I’m mentioning it here because The Viking almost cut his finger off with a box cutter which created a moment of utter confusion because he literally reversed the Natural Injury/Disease Time Continuum. He came running in the house drizzling blood and swearing profusely and time slowed down as my mind desperately tried to understand what was happening. His fountain of blood can only happen if a fountain of blood has already erupted from me. That’s how our shit works. First me…..then him! But I hadn’t seen any of my blood or felt any pain and my limbs were all present and accounted for which, logically, would mean I am uninjured. But, if I’m uninjured and he is injured, something has gone terribly wrong in the Universe.
He fiddles around in the shop with things I can only assume are mechanically magical and now, in light of these events, my only reasonable conclusion is that he accidentally stepped out of the Mechanic Pentagram and unleashed a Demon. Of course, when you fiddle with magic you know that eventually something unintended will happen, but I had thought/hoped it would involve less blood and more Robots. Cooking and cleaning Robots to be exact.
Once Time returned to its normal progression, I ran for the gigantic first aid kit* while he drizzled blood into the kitchen sink. I grabbed a roll of gauze and started wrapping it around his neck. He said, “What the fuck are you doing?!” And I said, “Installing a Tourniquet”. Apparently, crisis humor isn’t appreciated in the middle of a crisis.
He started examining the cut more carefully. “I think it went right to the bone.”
I said, “Oh my god!” and almost fainted.
Yes. I almost fainted. Meaning, he got hurt and I was pre-empting his injury. He sat on a kitchen chair holding pressure on the cut while I sat on a kitchen chair with my head between my knees, sucking in air like a guppy out of water. After a couple of minutes, I thought I was okay and sat up and almost passed out again! It took me 20 fucking minutes to get a grip! To add insult to injury – my injury, obviously – he was happily calling me “Pale Face” which is Danishy for “Pasty Face”.

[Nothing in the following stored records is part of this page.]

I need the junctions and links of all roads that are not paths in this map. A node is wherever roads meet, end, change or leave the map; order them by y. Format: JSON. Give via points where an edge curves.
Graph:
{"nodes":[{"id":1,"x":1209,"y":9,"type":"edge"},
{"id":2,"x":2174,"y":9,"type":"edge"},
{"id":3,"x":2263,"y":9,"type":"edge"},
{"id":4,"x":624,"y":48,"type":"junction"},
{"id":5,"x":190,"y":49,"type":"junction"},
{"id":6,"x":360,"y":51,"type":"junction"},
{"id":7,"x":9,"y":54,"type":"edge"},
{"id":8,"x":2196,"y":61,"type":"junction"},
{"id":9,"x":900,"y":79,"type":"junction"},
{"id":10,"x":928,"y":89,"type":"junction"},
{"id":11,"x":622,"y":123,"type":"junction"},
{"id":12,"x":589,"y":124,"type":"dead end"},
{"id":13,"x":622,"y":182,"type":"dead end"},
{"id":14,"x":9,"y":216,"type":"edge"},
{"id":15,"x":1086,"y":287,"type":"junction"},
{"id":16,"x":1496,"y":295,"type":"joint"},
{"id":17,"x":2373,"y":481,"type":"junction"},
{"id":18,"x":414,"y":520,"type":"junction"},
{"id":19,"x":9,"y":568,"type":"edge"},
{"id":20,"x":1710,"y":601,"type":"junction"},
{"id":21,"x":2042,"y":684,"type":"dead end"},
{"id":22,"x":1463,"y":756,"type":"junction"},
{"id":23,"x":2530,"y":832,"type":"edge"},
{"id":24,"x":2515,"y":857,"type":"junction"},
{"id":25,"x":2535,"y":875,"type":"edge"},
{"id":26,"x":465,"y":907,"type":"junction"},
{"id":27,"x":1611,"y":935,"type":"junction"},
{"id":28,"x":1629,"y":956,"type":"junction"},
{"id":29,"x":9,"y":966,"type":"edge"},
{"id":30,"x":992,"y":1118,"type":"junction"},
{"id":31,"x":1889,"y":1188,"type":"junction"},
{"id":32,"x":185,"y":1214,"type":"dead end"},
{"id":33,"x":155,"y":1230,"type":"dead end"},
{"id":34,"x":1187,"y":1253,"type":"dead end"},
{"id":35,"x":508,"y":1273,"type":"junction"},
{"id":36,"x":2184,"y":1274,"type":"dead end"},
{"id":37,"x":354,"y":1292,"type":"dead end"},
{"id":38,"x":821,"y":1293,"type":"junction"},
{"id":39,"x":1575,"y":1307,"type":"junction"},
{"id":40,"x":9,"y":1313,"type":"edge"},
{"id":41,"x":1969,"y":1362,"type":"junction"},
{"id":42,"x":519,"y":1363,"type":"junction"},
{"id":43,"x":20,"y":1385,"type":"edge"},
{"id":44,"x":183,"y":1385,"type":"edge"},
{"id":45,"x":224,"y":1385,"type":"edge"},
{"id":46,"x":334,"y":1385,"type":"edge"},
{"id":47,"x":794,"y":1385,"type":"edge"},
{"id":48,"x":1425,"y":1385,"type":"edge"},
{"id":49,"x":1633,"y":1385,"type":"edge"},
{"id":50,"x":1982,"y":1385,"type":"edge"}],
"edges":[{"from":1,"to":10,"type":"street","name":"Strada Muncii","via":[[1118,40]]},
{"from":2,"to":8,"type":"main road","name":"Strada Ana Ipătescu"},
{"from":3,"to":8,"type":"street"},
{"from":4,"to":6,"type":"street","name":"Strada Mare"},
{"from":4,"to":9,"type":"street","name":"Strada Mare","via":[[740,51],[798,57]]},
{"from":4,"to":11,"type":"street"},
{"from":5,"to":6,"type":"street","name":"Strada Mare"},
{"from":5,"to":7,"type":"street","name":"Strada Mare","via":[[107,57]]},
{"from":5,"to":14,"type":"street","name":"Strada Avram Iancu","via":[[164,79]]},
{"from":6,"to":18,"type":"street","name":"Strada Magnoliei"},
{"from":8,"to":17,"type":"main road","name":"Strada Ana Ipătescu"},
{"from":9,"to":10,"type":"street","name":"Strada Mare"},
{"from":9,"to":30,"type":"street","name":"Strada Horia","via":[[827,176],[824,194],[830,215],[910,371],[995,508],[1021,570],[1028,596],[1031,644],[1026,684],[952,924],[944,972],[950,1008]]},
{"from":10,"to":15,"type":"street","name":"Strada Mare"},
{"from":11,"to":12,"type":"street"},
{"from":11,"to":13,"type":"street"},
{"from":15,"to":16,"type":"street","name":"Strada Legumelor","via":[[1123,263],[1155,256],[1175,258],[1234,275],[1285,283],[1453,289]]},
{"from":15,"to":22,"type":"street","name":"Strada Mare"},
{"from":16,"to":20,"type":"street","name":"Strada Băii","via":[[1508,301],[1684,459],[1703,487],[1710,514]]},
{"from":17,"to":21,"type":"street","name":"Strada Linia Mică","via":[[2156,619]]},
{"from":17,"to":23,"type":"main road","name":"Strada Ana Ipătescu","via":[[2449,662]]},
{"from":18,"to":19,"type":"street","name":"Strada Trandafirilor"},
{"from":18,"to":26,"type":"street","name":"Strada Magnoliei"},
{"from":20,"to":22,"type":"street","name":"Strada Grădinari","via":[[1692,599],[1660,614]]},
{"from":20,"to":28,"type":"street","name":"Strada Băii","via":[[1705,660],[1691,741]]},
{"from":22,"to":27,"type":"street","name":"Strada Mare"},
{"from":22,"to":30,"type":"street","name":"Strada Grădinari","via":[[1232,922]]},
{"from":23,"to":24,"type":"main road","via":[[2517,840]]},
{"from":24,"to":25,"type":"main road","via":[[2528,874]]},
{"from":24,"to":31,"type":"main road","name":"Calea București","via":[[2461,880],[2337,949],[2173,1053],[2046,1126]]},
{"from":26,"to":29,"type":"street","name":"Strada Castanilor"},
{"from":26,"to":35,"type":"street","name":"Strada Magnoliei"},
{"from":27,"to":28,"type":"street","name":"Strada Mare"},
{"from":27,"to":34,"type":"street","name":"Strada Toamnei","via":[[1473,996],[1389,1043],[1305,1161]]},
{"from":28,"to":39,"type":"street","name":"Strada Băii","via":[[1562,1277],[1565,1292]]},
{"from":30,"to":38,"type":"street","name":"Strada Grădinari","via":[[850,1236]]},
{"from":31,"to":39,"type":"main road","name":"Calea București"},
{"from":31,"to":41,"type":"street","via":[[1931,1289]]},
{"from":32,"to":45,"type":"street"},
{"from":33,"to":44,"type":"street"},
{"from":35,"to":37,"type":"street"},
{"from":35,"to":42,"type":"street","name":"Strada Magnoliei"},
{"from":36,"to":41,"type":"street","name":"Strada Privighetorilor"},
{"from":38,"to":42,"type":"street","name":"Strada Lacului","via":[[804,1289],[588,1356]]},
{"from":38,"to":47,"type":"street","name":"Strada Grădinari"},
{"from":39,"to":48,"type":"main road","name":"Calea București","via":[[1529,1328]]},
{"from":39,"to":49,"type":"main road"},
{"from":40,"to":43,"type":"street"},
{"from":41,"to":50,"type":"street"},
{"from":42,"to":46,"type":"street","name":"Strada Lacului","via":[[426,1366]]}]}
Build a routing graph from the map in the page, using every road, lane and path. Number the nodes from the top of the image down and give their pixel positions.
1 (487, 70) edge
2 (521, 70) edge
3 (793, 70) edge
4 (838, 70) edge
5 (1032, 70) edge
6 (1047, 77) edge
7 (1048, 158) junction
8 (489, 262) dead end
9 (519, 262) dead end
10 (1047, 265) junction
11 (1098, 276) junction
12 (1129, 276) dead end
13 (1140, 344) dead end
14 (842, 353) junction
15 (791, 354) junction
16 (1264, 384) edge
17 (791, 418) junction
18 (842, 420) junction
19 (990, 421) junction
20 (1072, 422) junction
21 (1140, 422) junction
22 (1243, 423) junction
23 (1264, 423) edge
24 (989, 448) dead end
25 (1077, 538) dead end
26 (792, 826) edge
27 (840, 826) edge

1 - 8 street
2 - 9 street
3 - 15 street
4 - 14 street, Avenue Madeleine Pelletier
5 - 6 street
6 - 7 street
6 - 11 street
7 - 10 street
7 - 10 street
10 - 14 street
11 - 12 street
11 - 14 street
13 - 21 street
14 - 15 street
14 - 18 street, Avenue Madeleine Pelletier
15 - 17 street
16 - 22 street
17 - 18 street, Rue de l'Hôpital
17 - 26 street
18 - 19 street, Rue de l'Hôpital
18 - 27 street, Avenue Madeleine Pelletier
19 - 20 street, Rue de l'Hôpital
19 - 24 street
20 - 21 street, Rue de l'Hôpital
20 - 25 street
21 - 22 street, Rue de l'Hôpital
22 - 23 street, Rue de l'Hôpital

We needed to get to the hospital, I knew that immediately. The Viking disagreed. We should wait and see if it would quit bleeding on its own. I had wrapped some gauze around the middle finger fairly tight and I was a little concerned about leaving it on too long. Two and a half hours later, it was still pumping out blood and would obviously need professional medical help.
Four and a half hours after that, the ER Doctor was impressed that The Viking had managed to cut his finger so deep that he severed the main blood vessel and yet hadn’t severed the nerve. It took 5 stitches to sew his finger back together.
So, to recap: The Viking reversed the Natural Injury/Disease Time Continuum and in so doing may or may not have created a demon in the shop but definitely didn’t create a Robot that could cook and clean. Being so confused by the shifting of reality, I co-opted his pampering opportunity by almost fainting. I finally got to use the Gigantic, Industrial-Sized First Aid Kit and it wasn’t on myself. The Viking called me a name, I put a tourniquet around his neck and an ER Doctor was impressed with The Viking’s cutting talents.
And that’s how you get yourself an extra-long weekend on strict Doctor’s orders. And also additional state-of-the-art medical supplies for the next attempted amputation.
*He bought the largest kit available because he assumed I would hack a limb off while cleaning Cauliflower one day and he wanted to be “prepared”. I took a brief moment to remind him of that and to point out exactly who almost cut what off first.